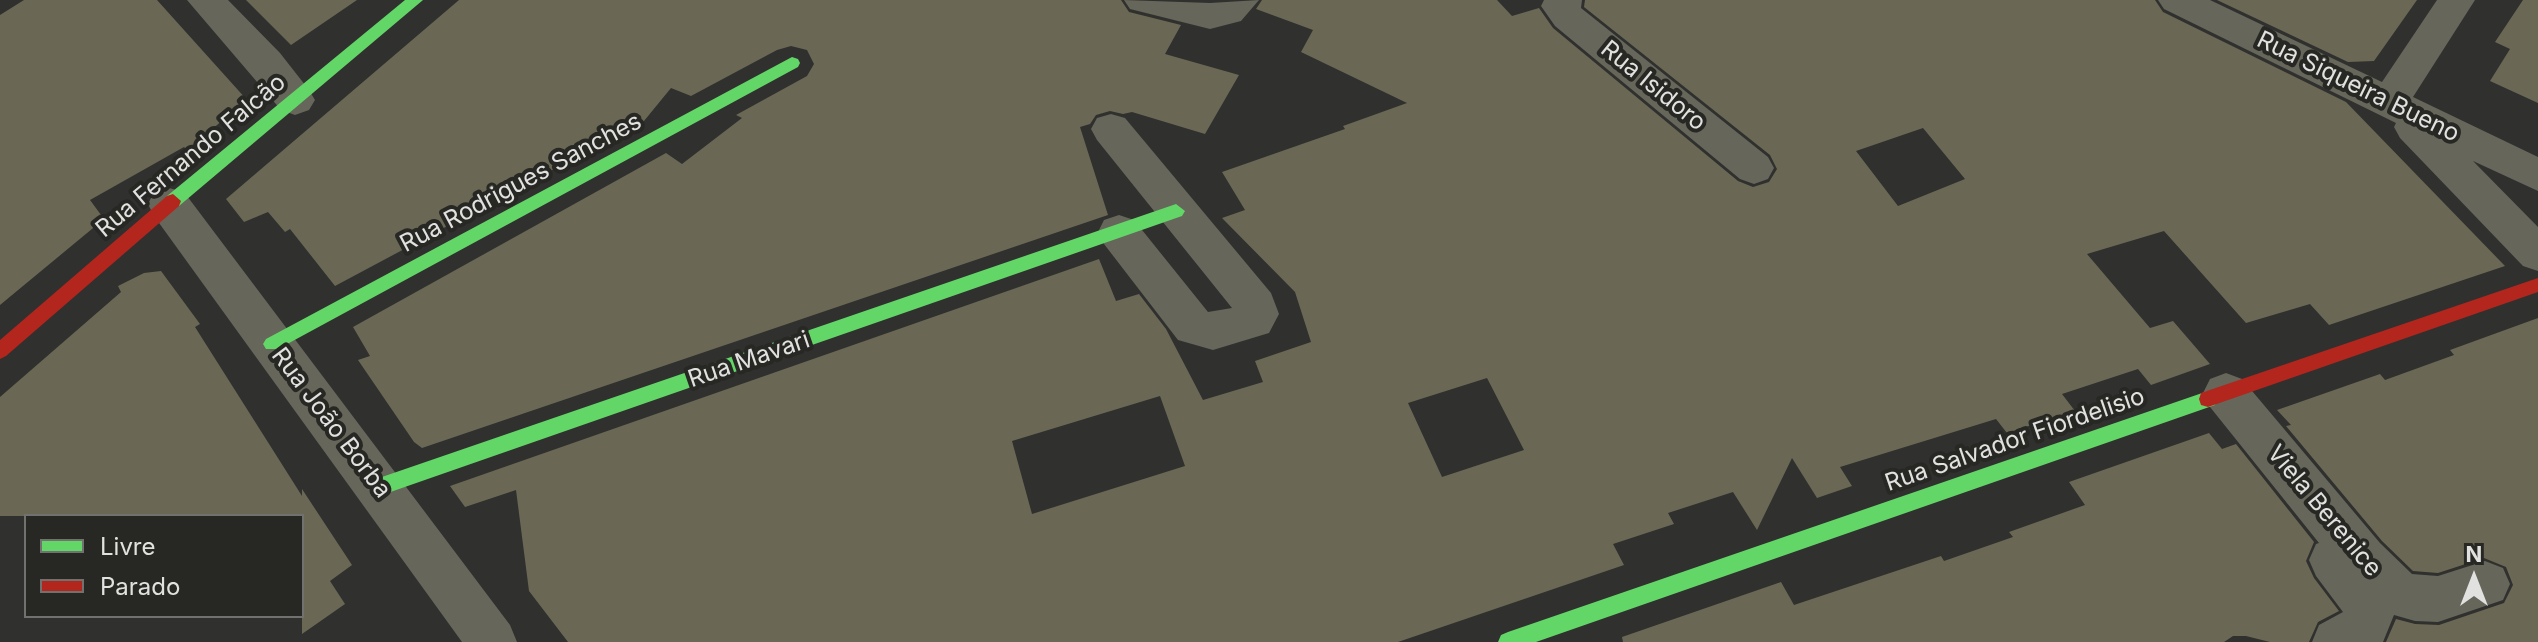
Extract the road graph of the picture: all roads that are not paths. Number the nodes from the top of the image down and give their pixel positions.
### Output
1 (206, 0) edge
2 (415, 0) edge
3 (1143, 0) edge
4 (1240, 0) edge
5 (1563, 0) edge
6 (2177, 0) edge
7 (2456, 0) edge
8 (792, 63) dead end
9 (295, 100) junction
10 (2390, 102) junction
11 (1111, 129) dead end
12 (1754, 168) dead end
13 (2538, 175) edge
14 (2538, 191) edge
15 (169, 204) junction
16 (1176, 211) junction
17 (2500, 216) junction
18 (1119, 232) junction
19 (2538, 254) edge
20 (2538, 285) edge
21 (272, 344) junction
22 (0, 351) edge
23 (2215, 397) junction
24 (379, 487) junction
25 (2485, 584) dead end
26 (492, 642) edge
27 (1508, 642) edge
28 (2337, 642) edge

1 - 9 street
2 - 9 street, Rua Fernando Falcão
3 - 4 street
5 - 12 street, Rua Isidoro
6 - 10 street, Rua Siqueira Bueno
7 - 10 street
8 - 21 street, Rua Rodrigues Sanches
9 - 15 street, Rua Fernando Falcão
10 - 13 street, Rua Siqueira Bueno
10 - 17 street
11 - 16 street
14 - 17 street
15 - 21 street, Rua João Borba
15 - 22 street, Rua Fernando Falcão
16 - 18 street, Rua Mavari
16 - 18 street
17 - 19 street
18 - 24 street, Rua Mavari
20 - 23 street, Rua Salvador Fiordelisio
21 - 24 street, Rua João Borba
23 - 25 street, Viela Berenice
23 - 27 street, Rua Salvador Fiordelisio
23 - 28 street, Viela Berenice
24 - 26 street, Rua João Borba

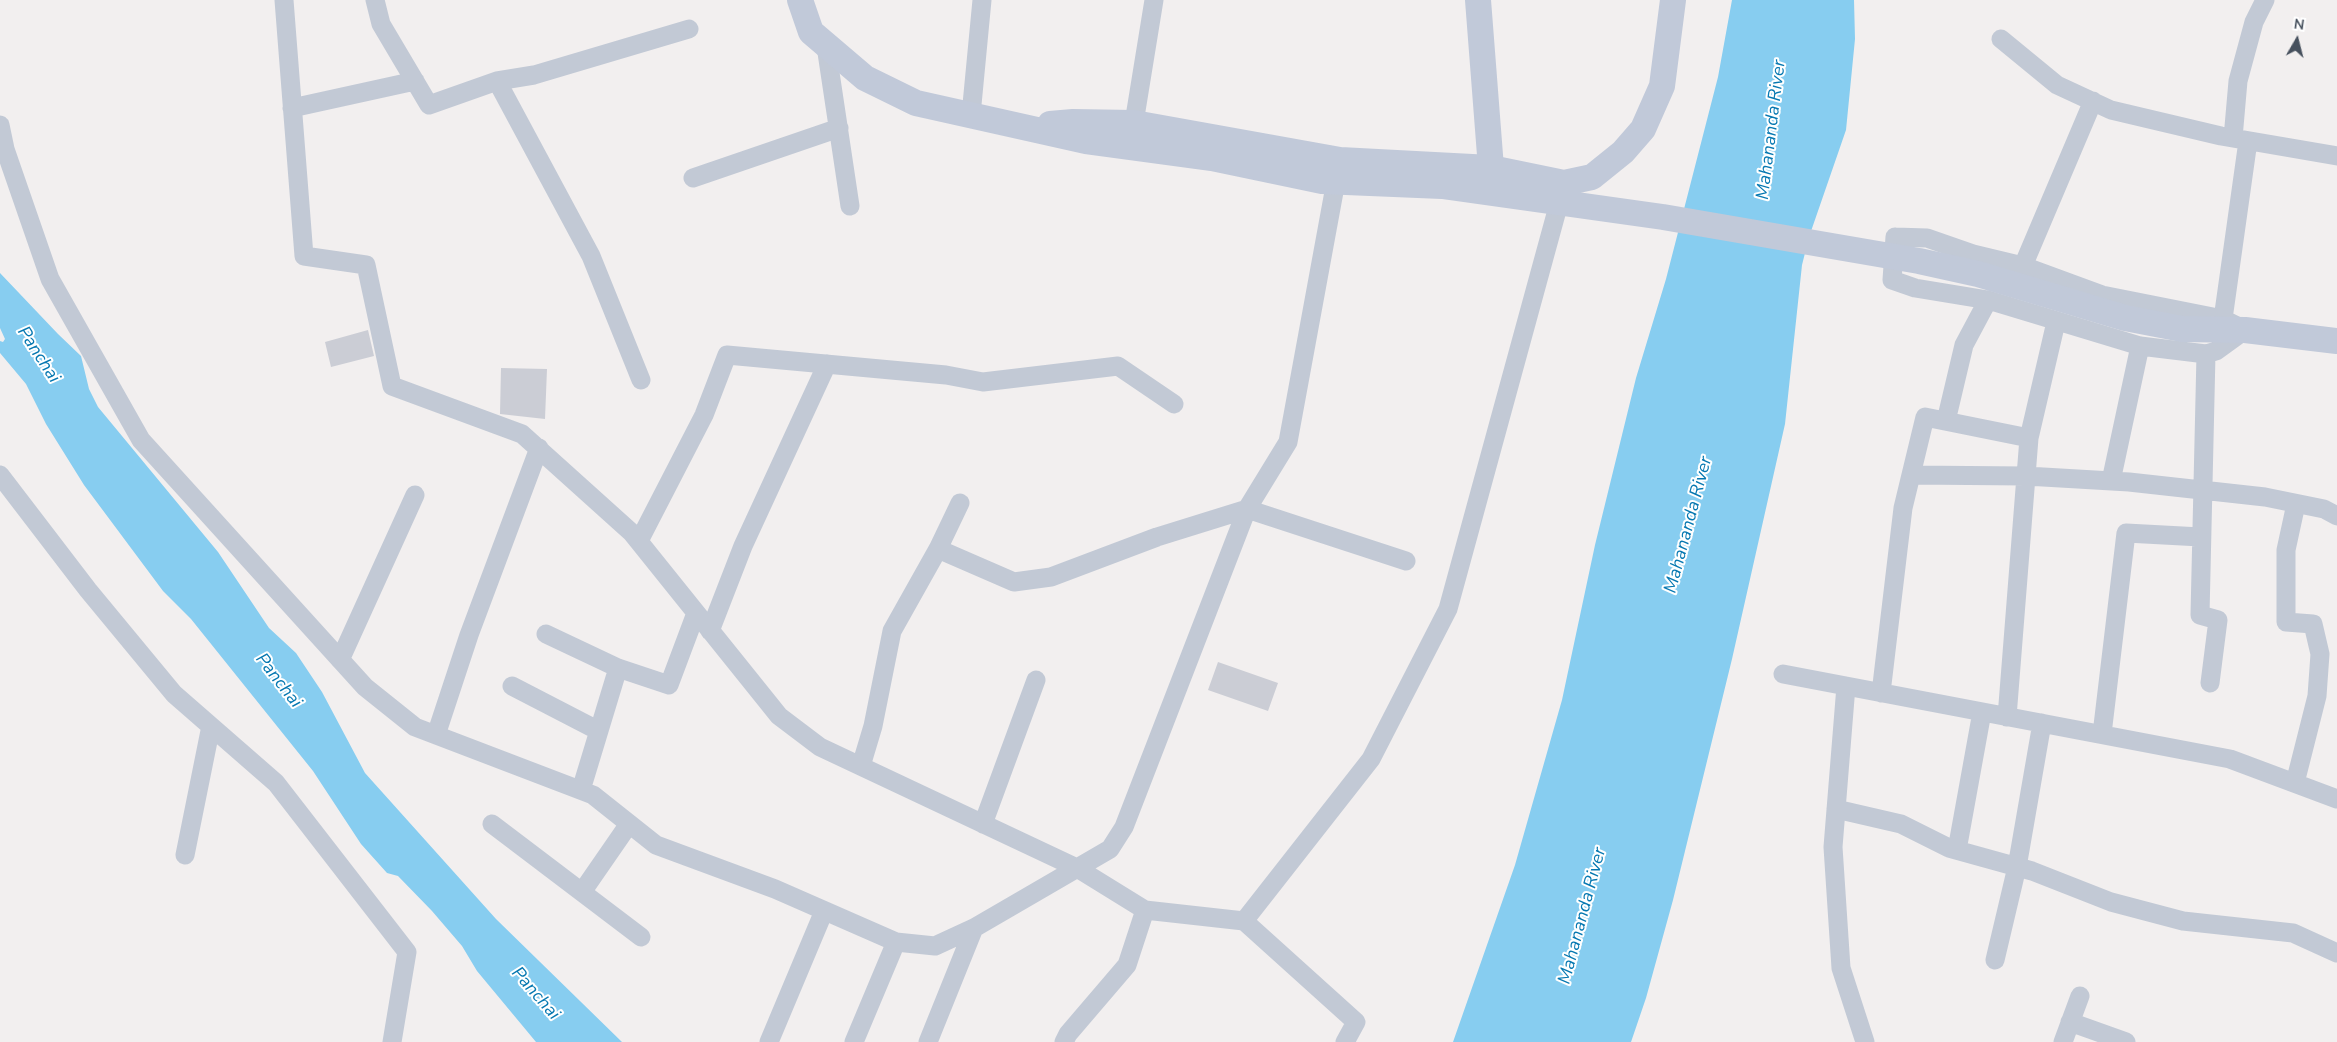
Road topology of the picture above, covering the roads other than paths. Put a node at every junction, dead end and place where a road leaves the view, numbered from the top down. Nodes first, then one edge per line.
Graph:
1 (284, 0) edge
2 (375, 0) edge
3 (800, 0) edge
4 (982, 0) edge
5 (1154, 0) edge
6 (1478, 0) edge
7 (1673, 0) edge
8 (2265, 0) edge
9 (689, 29) dead end
10 (2001, 39) dead end
11 (826, 46) junction
12 (497, 80) junction
13 (416, 81) junction
14 (2093, 102) junction
15 (292, 108) junction
16 (971, 115) junction
17 (1134, 123) junction
18 (0, 125) edge
19 (1024, 127) junction
20 (839, 128) junction
21 (2241, 139) junction
22 (2337, 156) edge
23 (1340, 160) junction
24 (1492, 168) junction
25 (693, 178) dead end
26 (1564, 183) junction
27 (850, 206) dead end
28 (2022, 266) junction
29 (1988, 300) junction
30 (2056, 322) junction
31 (2234, 324) junction
32 (2337, 341) edge
33 (2140, 346) junction
34 (2206, 354) junction
35 (827, 364) junction
36 (641, 380) dead end
37 (1174, 404) dead end
38 (1946, 421) junction
39 (2029, 438) junction
40 (539, 448) junction
41 (0, 475) edge
42 (1911, 475) junction
43 (2026, 476) junction
44 (2111, 481) junction
45 (2202, 490) junction
46 (415, 495) dead end
47 (960, 503) dead end
48 (2296, 504) junction
49 (1248, 509) junction
50 (2337, 516) edge
51 (2201, 537) junction
52 (639, 541) junction
53 (938, 549) junction
54 (1406, 561) dead end
55 (696, 613) junction
56 (710, 631) junction
57 (546, 634) dead end
58 (340, 660) junction
59 (618, 668) junction
60 (1783, 674) dead end
61 (1036, 680) dead end
62 (2210, 683) dead end
63 (512, 686) dead end
64 (1846, 686) junction
65 (1881, 693) junction
66 (1982, 712) junction
67 (2007, 716) junction
68 (2042, 723) junction
69 (211, 726) junction
70 (599, 731) junction
71 (2102, 734) junction
72 (436, 735) junction
73 (861, 766) junction
74 (2295, 783) junction
75 (581, 790) junction
76 (2337, 799) edge
77 (1836, 809) junction
78 (492, 824) dead end
79 (629, 824) junction
80 (983, 824) junction
81 (1957, 850) junction
82 (185, 855) dead end
83 (2017, 867) junction
84 (1077, 868) junction
85 (582, 892) junction
86 (1145, 910) junction
87 (824, 911) junction
88 (1244, 921) junction
89 (974, 928) junction
90 (641, 937) dead end
91 (896, 942) junction
92 (2337, 953) edge
93 (1995, 960) dead end
94 (2080, 996) dead end
95 (2070, 1022) junction
96 (392, 1042) edge
97 (769, 1042) edge
98 (854, 1042) edge
99 (928, 1042) edge
100 (1064, 1042) edge
101 (1345, 1042) edge
102 (1865, 1042) edge
103 (2063, 1042) edge
104 (2126, 1042) edge

1 - 15 street
2 - 13 street
3 - 11 street
4 - 16 street
5 - 17 street
6 - 24 street
7 - 26 street
8 - 21 street
9 - 12 street
10 - 14 street
11 - 16 street
11 - 20 street
12 - 13 street
12 - 36 street
13 - 15 street
14 - 21 street
14 - 28 street
15 - 40 street
16 - 19 street
17 - 19 street
17 - 23 street
18 - 58 street
19 - 31 street
20 - 25 street
20 - 27 street
21 - 22 street
21 - 31 street
23 - 24 street
23 - 49 street
24 - 26 street
26 - 88 street
28 - 29 street
28 - 31 street
29 - 30 street
29 - 38 street
30 - 33 street
30 - 39 street
31 - 32 street
31 - 34 street
33 - 34 street
33 - 44 street
34 - 45 street
35 - 37 street
35 - 52 street
35 - 56 street
38 - 39 street
38 - 42 street
39 - 43 street
40 - 52 street
40 - 72 street
41 - 69 street
42 - 43 street
42 - 65 street
43 - 44 street
43 - 67 street
44 - 45 street
45 - 48 street
45 - 51 street
46 - 58 street
47 - 53 street
48 - 50 street
48 - 74 street
49 - 53 street
49 - 54 street
49 - 84 street
51 - 62 street
51 - 71 street
52 - 55 street
53 - 73 street
55 - 56 street
55 - 59 street
56 - 73 street
57 - 59 street
58 - 72 street
59 - 70 street
60 - 64 street
61 - 80 street
63 - 70 street
64 - 65 street
64 - 77 street
65 - 66 street
66 - 67 street
66 - 81 street
67 - 68 street
68 - 71 street
68 - 83 street
69 - 82 street
69 - 96 street
70 - 75 street
71 - 74 street
72 - 75 street
73 - 80 street
74 - 76 street
75 - 79 street
77 - 81 street
77 - 102 street
78 - 85 street
79 - 85 street
79 - 87 street
80 - 84 street
81 - 83 street
83 - 92 street
83 - 93 street
84 - 86 street
84 - 89 street
85 - 90 street
86 - 88 street
86 - 100 street
87 - 91 street
87 - 97 street
88 - 101 street
89 - 91 street
89 - 99 street
91 - 98 street
94 - 95 street
95 - 103 street
95 - 104 street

[What you are asked to do]
Copy each line of the listing that carries the string "Mavari".

[Finished task]
16 - 18 street, Rua Mavari
18 - 24 street, Rua Mavari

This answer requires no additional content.